The Dutch politician Geert Wilders has announced an alliance in the new parliament with other like-minded parties from other countries in order to “wreck the EU from within”. And in the Netherlands he is leading the polls.

Wilders spoke with Olaf Bruns of euronews.

euronews: “Now, what’s the point, Mr Wilders in running for a parliament which you’d prefer did not exist at all?”

Geert Wilders: “Well, as long as the parliament exists, well there should not only be one point of view heard, which is the sound of the europhiles in Brussels today.”

euronews: “In a nutshell, what’s your main criticism of the EU?”

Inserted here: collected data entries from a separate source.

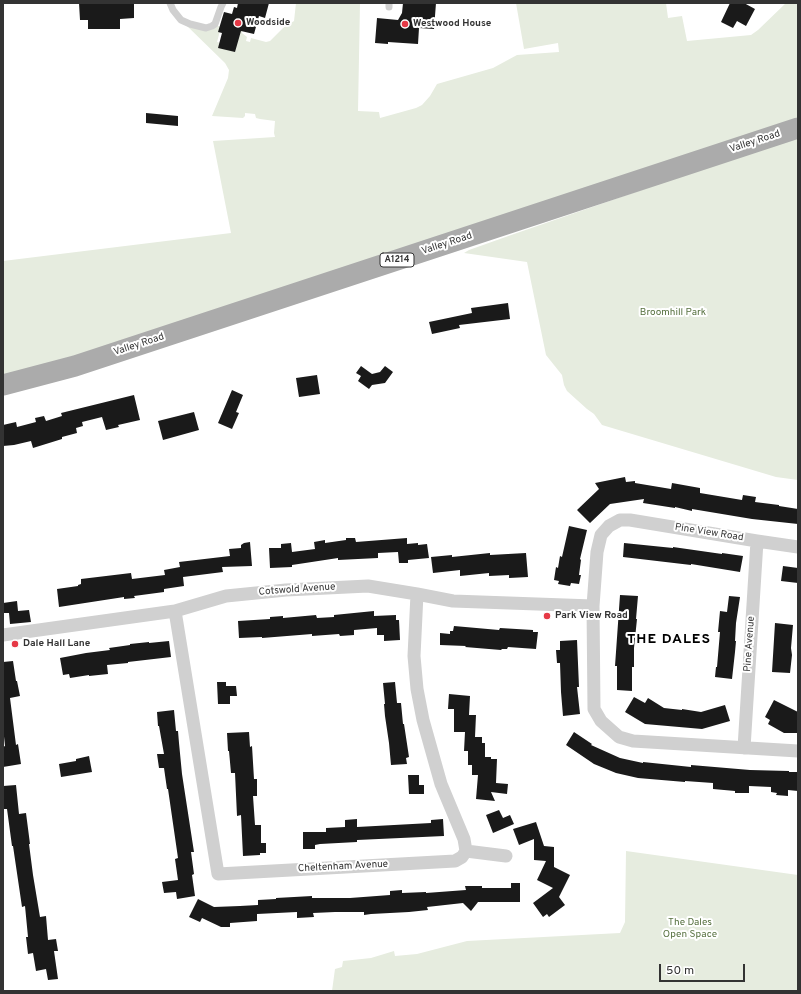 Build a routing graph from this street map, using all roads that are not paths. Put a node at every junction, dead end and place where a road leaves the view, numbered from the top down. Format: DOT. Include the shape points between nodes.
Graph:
graph roads {
  1 [pos="170,3"];
  2 [pos="223,3"];
  3 [pos="798,128"];
  4 [pos="3,385"];
  5 [pos="757,541"];
  6 [pos="798,547"];
  7 [pos="417,594"];
  8 [pos="593,606"];
  9 [pos="175,611"];
  10 [pos="3,635"];
  11 [pos="744,748"];
  12 [pos="798,750"];
  13 [pos="466,851"];
  14 [pos="506,856"];
  1 -- 2 [label="lane" via="181,20 206,28 215,24"];
  3 -- 4 [label="main road, Valley Road / A1214" via="75,366"];
  5 -- 6 [label="street, Pine View Road"];
  5 -- 8 [label="street, Pine View Road" via="620,520 609,526 601,535"];
  5 -- 11 [label="street, Pine Avenue"];
  7 -- 8 [label="street, Cotswold Avenue" via="453,601"];
  7 -- 9 [label="street, Cotswold Avenue" via="368,586 286,590 226,596"];
  7 -- 13 [label="street" via="414,656 417,689 441,784 464,839"];
  8 -- 11 [label="street" via="594,709 609,729 619,737 633,741"];
  9 -- 10 [label="street, Cotswold Avenue"];
  9 -- 13 [label="street, Cheltenham Avenue" via="218,874 455,861"];
  11 -- 12 [label="street"];
  13 -- 14 [label="street"];
}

Wilders: “It took the sovereignty of the Netherlands away. Commissioners are in charge now, that nobody in the Netherlands knows, and worse nobody elected them. As an example there is a lady from Sweden, a leftist, liberal commissioner, Mrs Cecilia Malmström, who is in charge of our borders now. We cannot even change the way that we want to deal with immigration. The European Union costs us a lot of money. The Dutch are – per capita – the highest contributors to the European Union.”

euronews: “Your party is set to become the biggest in the Netherlands, and other Eurosceptic countries, in the run-up to the European election. It is clear that Eurosceptic – Euro critic feelings are running high. Now let’s just imagine your party and other parties would become an outright majority – what would you do?”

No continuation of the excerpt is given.